YOUR OBJECTIVE
Leaving out all images, write out the records that follow exactly.

AVAILABLE RECORDS
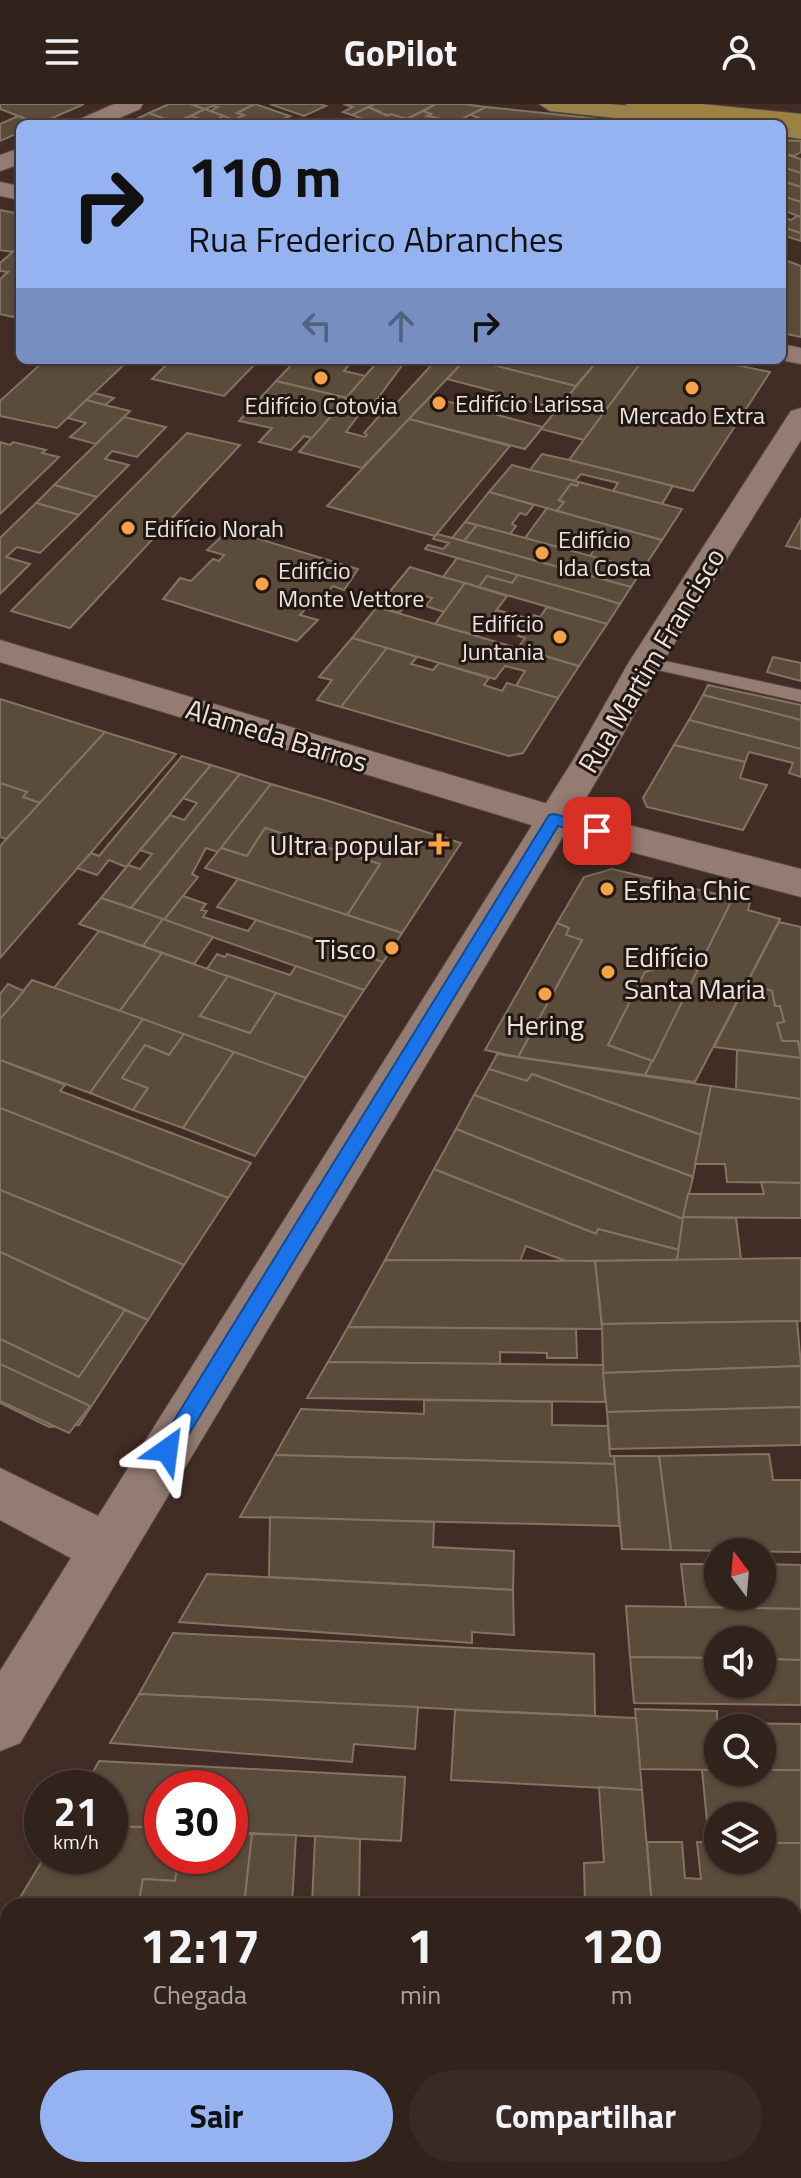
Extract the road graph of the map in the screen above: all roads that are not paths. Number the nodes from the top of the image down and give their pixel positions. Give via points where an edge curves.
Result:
1 (132, 104) edge
2 (550, 104) edge
3 (636, 104) edge
4 (780, 104) edge
5 (801, 106) edge
6 (97, 120) edge
7 (696, 120) edge
8 (801, 121) edge
9 (801, 417) edge
10 (0, 651) edge
11 (646, 662) junction
12 (801, 696) edge
13 (554, 819) junction
14 (801, 883) edge
15 (0, 1493) edge
16 (106, 1548) junction
17 (0, 1723) edge

1 - 6 street
2 - 7 main road
3 - 8 highway
4 - 5 highway
9 - 11 street, Rua Martim Francisco
10 - 13 street, Alameda Barros
11 - 12 lane
11 - 13 street, Rua Martim Francisco
13 - 14 street, Alameda Barros
13 - 16 street, Rua Martim Francisco
15 - 16 street
16 - 17 street, Rua Martim Francisco

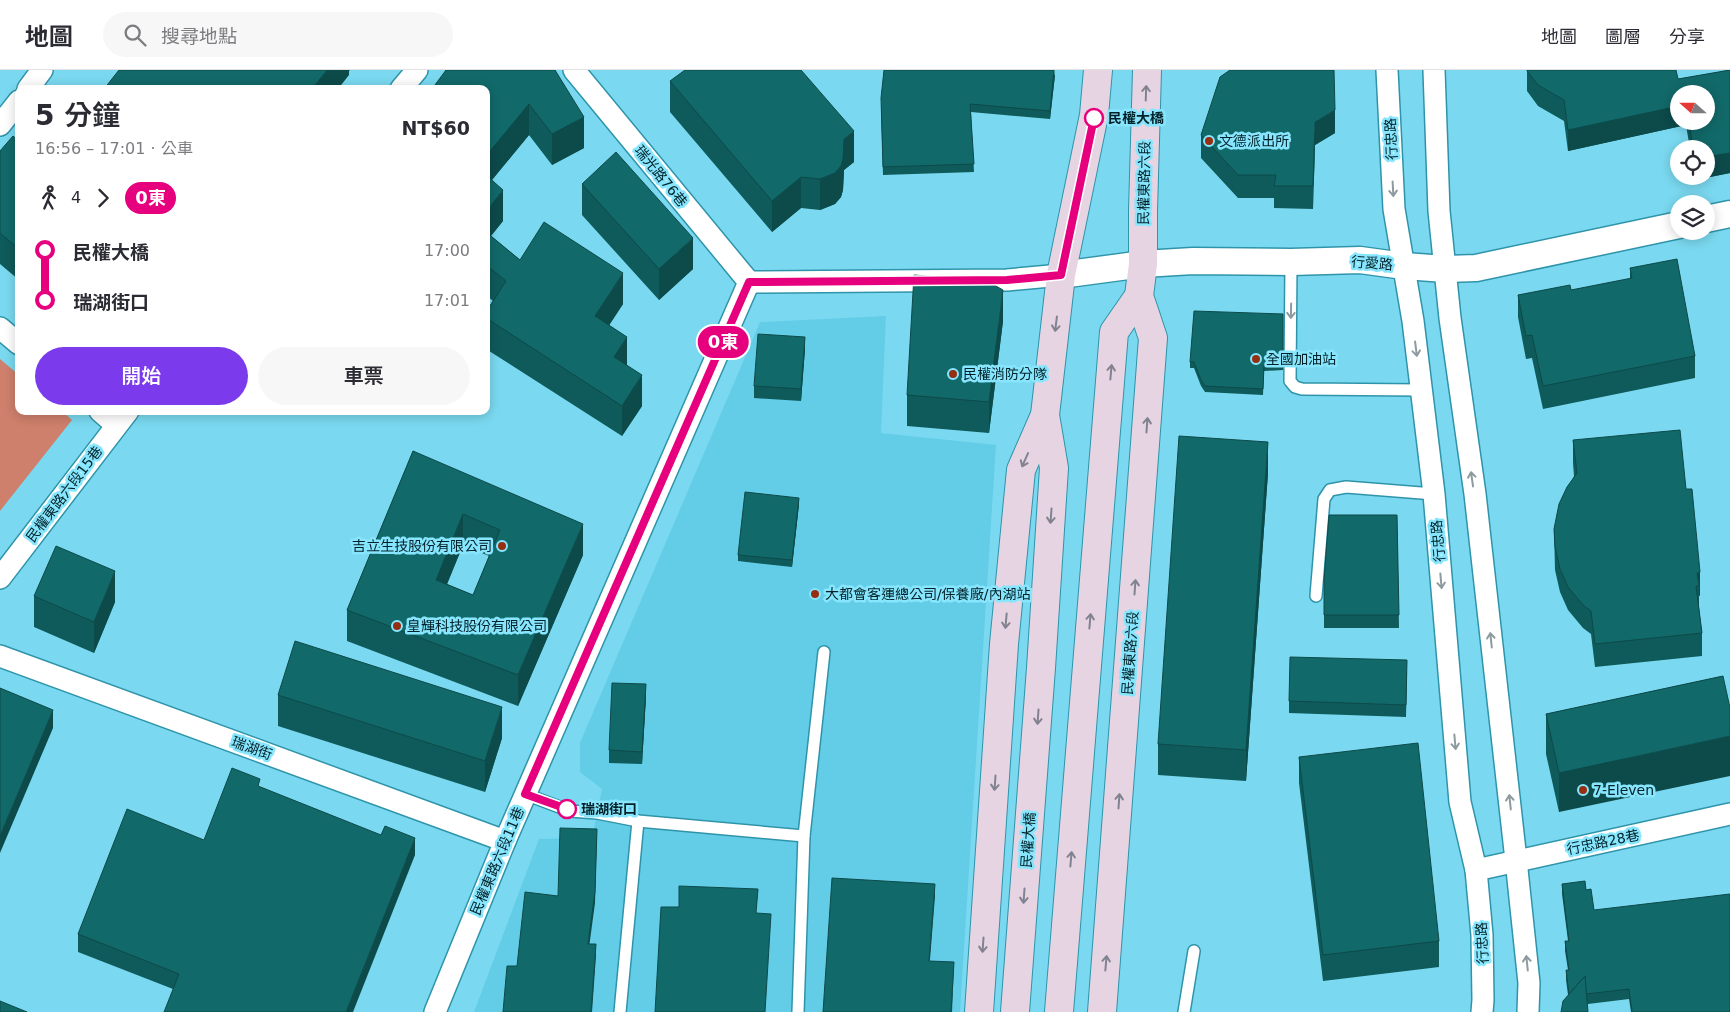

ANSWER SPACE
Extract the road graph of the map in the screen above: all roads that are not paths. Number the nodes from the top of the image down and give their pixel positions. Give via points where an edge curves.
Result:
1 (132, 104) edge
2 (550, 104) edge
3 (636, 104) edge
4 (780, 104) edge
5 (801, 106) edge
6 (97, 120) edge
7 (696, 120) edge
8 (801, 121) edge
9 (801, 417) edge
10 (0, 651) edge
11 (646, 662) junction
12 (801, 696) edge
13 (554, 819) junction
14 (801, 883) edge
15 (0, 1493) edge
16 (106, 1548) junction
17 (0, 1723) edge

1 - 6 street
2 - 7 main road
3 - 8 highway
4 - 5 highway
9 - 11 street, Rua Martim Francisco
10 - 13 street, Alameda Barros
11 - 12 lane
11 - 13 street, Rua Martim Francisco
13 - 14 street, Alameda Barros
13 - 16 street, Rua Martim Francisco
15 - 16 street
16 - 17 street, Rua Martim Francisco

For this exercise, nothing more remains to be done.